Ventilated patients may have a shorter stay in the intensive care unit (ICU), which not only creates space for others but also reduces mortality and morbidity following ICU discharge. Other infections may be prevented with supplementation, especially to optimal levels. The involvement of vitamin D with inflammation can result in fewer side effects that are normally associated with analgesia. Chronic use of non-steroidal anti-inflammatory drugs can cause renal failure that also predisposes the body to have low vitamin D. Most orthopaedic patients present to health care facilities due to pain. These patients may benefit if vitamin D is added to the analgesia.

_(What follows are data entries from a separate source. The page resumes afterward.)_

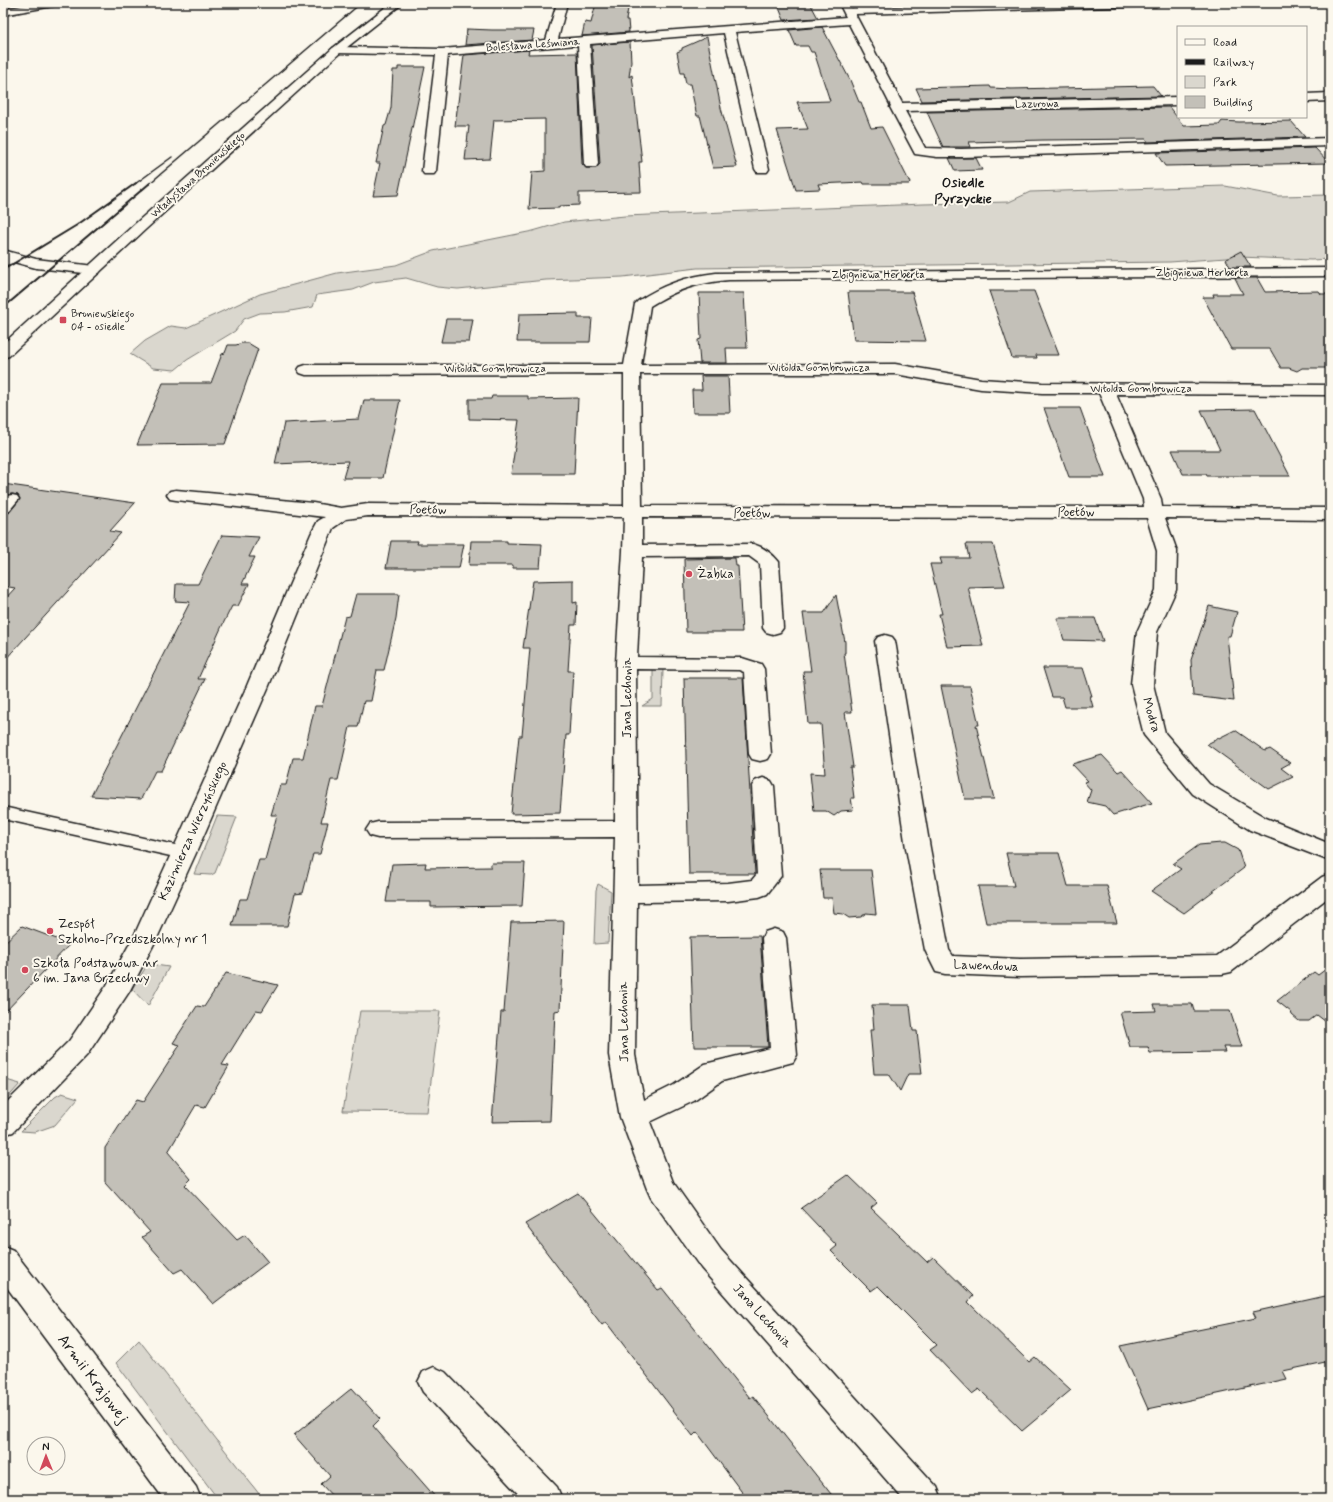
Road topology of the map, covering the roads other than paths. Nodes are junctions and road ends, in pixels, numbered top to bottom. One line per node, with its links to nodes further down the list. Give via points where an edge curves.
1 (53, 3): 6 (lane)
2 (398, 3): 10 (street, Władysława Broniewskiego)
3 (562, 3): 9 (street)
4 (1156, 3): 5 (street, Bolesława Leśmiana)
5 (847, 11): 7 (street, Bolesława Leśmiana); 15 (street)
6 (3, 12)
7 (729, 30): 8 (street, Bolesława Leśmiana); 18 (street)
8 (584, 41): 9 (street, Bolesława Leśmiana); 17 (street)
9 (551, 44): 11 (street, Bolesława Leśmiana)
10 (336, 50): 11 (street, Bolesława Leśmiana); 21 (street, Władysława Broniewskiego)
11 (442, 52): 19 (street)
12 (1330, 97): 13 (street)
13 (1307, 98)
14 (1177, 101): 15 (street, Lazurowa)
15 (896, 107): 16 (street, via 920,151 937,153)
16 (1330, 142)
17 (591, 164)
18 (762, 169)
19 (428, 172)
20 (7, 259): 21 (street, via 52,267)
21 (94, 270): 23 (street, Władysława Broniewskiego)
22 (1330, 272): 24 (street, Zbigniewa Herberta, via 714,277 685,282 667,289 643,304)
23 (3, 353)
24 (632, 368): 25 (street, Witolda Gombrowicza); 26 (street, Witolda Gombrowicza, via 895,369 981,384); 30 (street, Zbigniewa Herberta)
25 (306, 370)
26 (1106, 389): 27 (street, Witolda Gombrowicza); 29 (street, via 1152,499)
27 (1330, 390)
28 (176, 495): 31 (street, Poetów)
29 (1154, 512): 30 (street, Poetów); 32 (street, Poetów); 43 (street, Modra, via 1167,550 1166,590 1147,632 1142,684 1155,735 1201,789 1258,824)
30 (632, 513): 31 (street, Poetów, via 368,510); 33 (street, Jana Lechonia)
31 (341, 514): 42 (street, Kazimierza Wierzyńskiego, via 325,525 320,534 257,688)
32 (1330, 514)
33 (633, 551): 34 (street, via 753,550 768,562); 36 (street, Jana Lechonia)
34 (773, 628)
35 (885, 641): 44 (street, Lawendowa, via 937,950 945,965 1020,968 1222,965)
36 (626, 663): 37 (street, via 742,664 754,669); 40 (street, Jana Lechonia)
37 (760, 754)
38 (763, 786): 45 (street, via 769,876 759,888 728,892)
39 (3, 812): 42 (lane)
40 (627, 829): 41 (street); 45 (street, Jana Lechonia)
41 (378, 830)
42 (184, 853): 48 (street, Kazimierza Wierzyńskiego, via 146,936 116,992 78,1048)
43 (1330, 853)
44 (1330, 882)
45 (625, 894): 47 (street, Jana Lechonia, via 622,1055)
46 (774, 938): 47 (street, via 784,1054 714,1072 684,1093)
47 (634, 1117): 53 (street, Jana Lechonia, via 660,1189 711,1259)
48 (3, 1124)
49 (3, 1259): 51 (street, Armii Krajowej)
50 (434, 1382): 52 (street)
51 (184, 1499)
52 (545, 1499)
53 (925, 1499)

The US Endocrine Society does not recommend routine screening of non-risk individuals . However, we feel that there are multiple benefits with supplementation in deficient patients and that this warrants further screening. It is uncertain which regime is ideal. One should use the regime that will make the serum vitamin D normal. Further clinical trials are needed to determine further extraosseous benefits of vitamin D and to guide appropriate screening and supplementation. We advocate public awareness of the high risk of low levels of vitamin D, as well as the multiple benefits that would accrue if the levels are optimal.
Conflict of Interest Statement
The authors declared that the manuscript was conducted in the absence of any commercial or financial relationship that could be construed as a potential conflict of interest.